On peut dire qu’à ce niveau précis, le monde de la Tora est bien plus engagé encore que les plus grands nationalistes actuels : il pense que le pays appartient au peuple juif, les Arabes ne pouvant y rester que provisoirement (cf. le… Zohar, leur accordant ce droit de résider en Erets Israël tant que le mérite de la mila de Yichmaël leur donnera ce privilège), et attend toujours encore le jour où les Arabes seront expulsés d’Israël et que la Terre sainte nous reviendra entièrement – le jour où D. en décidera ainsi, que cela soit de nos jours, au plus tôt, avec la venue du Machia’h (cf. Beréchith/Genèse 15,18, « Du fleuve d’Egypte au grand fleuve, l’Euphrate », et Rachi ad loc, que cette grande expansion du peuple juif est prévue pour les temps futurs) !

C’est un point contre lequel même les Netoré Karta et Satmar ne peuvent s’opposer, c’est une réalité claire.

En conséquence, apporter ce dossier comme pièce complémentaire à la critique post-sioniste contemporaine est une erreur totale : les post-sionistes récusent en bloc tout droit au peuple juif à sa terre, toute l’histoire de la Terre promise, tout le passé du peuple juif et, à plus forte raison, tout son avenir ! Ce sont deux perspectives qui ne peuvent en rien se rencontrer.

On ne peut cependant reprocher à l’auteur de faire paraître sur la place publique un tel ouvrage (aux éditions de l’Université Laval !), parce que les Netoré Karta, en particulier aux Etats-Unis et au Canada, font de très grands efforts pour que leur message soit connu de la manière la plus large possible (annonces dans les grands journaux américains, présence lors de manifestations anti-israéliennes, y compris lors de la conférence de Durban, etc.). On peut fortement craindre qu’au nom d’une critique à usage interne, celle-ci risque fort d’apporter de l’eau au moulin de nos ennemis les plus implacables, ceux de l’intérieur – les historiens modernes – et ceux de l’extérieur, qui ne cherchent qu’à détruire Israël. Ces ennemis sont les nôtres, ceux de chacun d’entre nous, physiquement, que l’on ne se fasse pas d’illusions, et pas seulement l’« entité sioniste ».

Il nous semble que même le chef de file des Netoré Karta, le rav Amram Blau zal, évitait cela. Du reste, même Satmar critique ouvertement la conduite des Netoré Karta en cette matière.

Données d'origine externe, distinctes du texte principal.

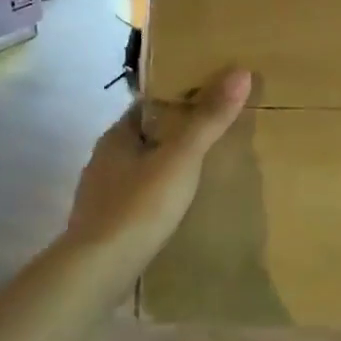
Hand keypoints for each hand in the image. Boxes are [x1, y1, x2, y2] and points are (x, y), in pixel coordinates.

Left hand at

L’un des éléments qui ressort de cet ouvrage, en ce qui concerne ces Juifs extrémistes émanant de notre communauté, est leur position face aux Arabes lorsqu’ils disent : « Nous vivions toujours dans une telle harmonie avec eux et nous nous arrangions toujours tellement bien avec eux » – ce qui est historiquement plus que discutable.

Ils pensent qu’il suffira, pour y parvenir, d’espérer que l’Etat d’Israël disparaisse, implose à l’image de l’URSS voici quelque temps, et que tout s’arrangera…

On peut se demander si une position tellement utopique – et tellement dangereuse – a sur quoi reposer : peut-être qu’au début des hostilités, dans les années trente, une telle issue était encore envisageable – et c’est la direction que Ya’aqov de Hahn a tenté d’emprunter à l’époque (il a été assassiné par ses frères juifs sionistes, à notre grande honte, parce qu’il professait une telle option). Mais, entre-temps, tout s’est dégradé, Israël s’est constitué en Etat, quatre guerres l’ont opposé aux Arabes, l’islam mondial s’est lancé dans une guerre internationale contre l’Occident – on n’hésite plus à parler de Troisième Guerre mondiale ! Le temps de la conciliation est dépassé, malheureusement, et toute démarche de rapprochement avec les Arabes est totalement caduque.

Lorsque des Netoré Karta vont rencontrer Arafat ou des sous-fifres à lui, qu’ils aillent dire des psaumes à Paris pour le rétablissement du raïs, lorsqu’un Juif de Méa Chéarim se complait à un titre de ministre des Affaires juives au sein du gouvernement d’Arafat, ils composent avec nos plus grands ennemis, et commettent une très grosse erreur – condamnée même par les milieux les plus proches d’eux, tels que Brisk ou certains rabbanim de la ‘Eida ha’harédith.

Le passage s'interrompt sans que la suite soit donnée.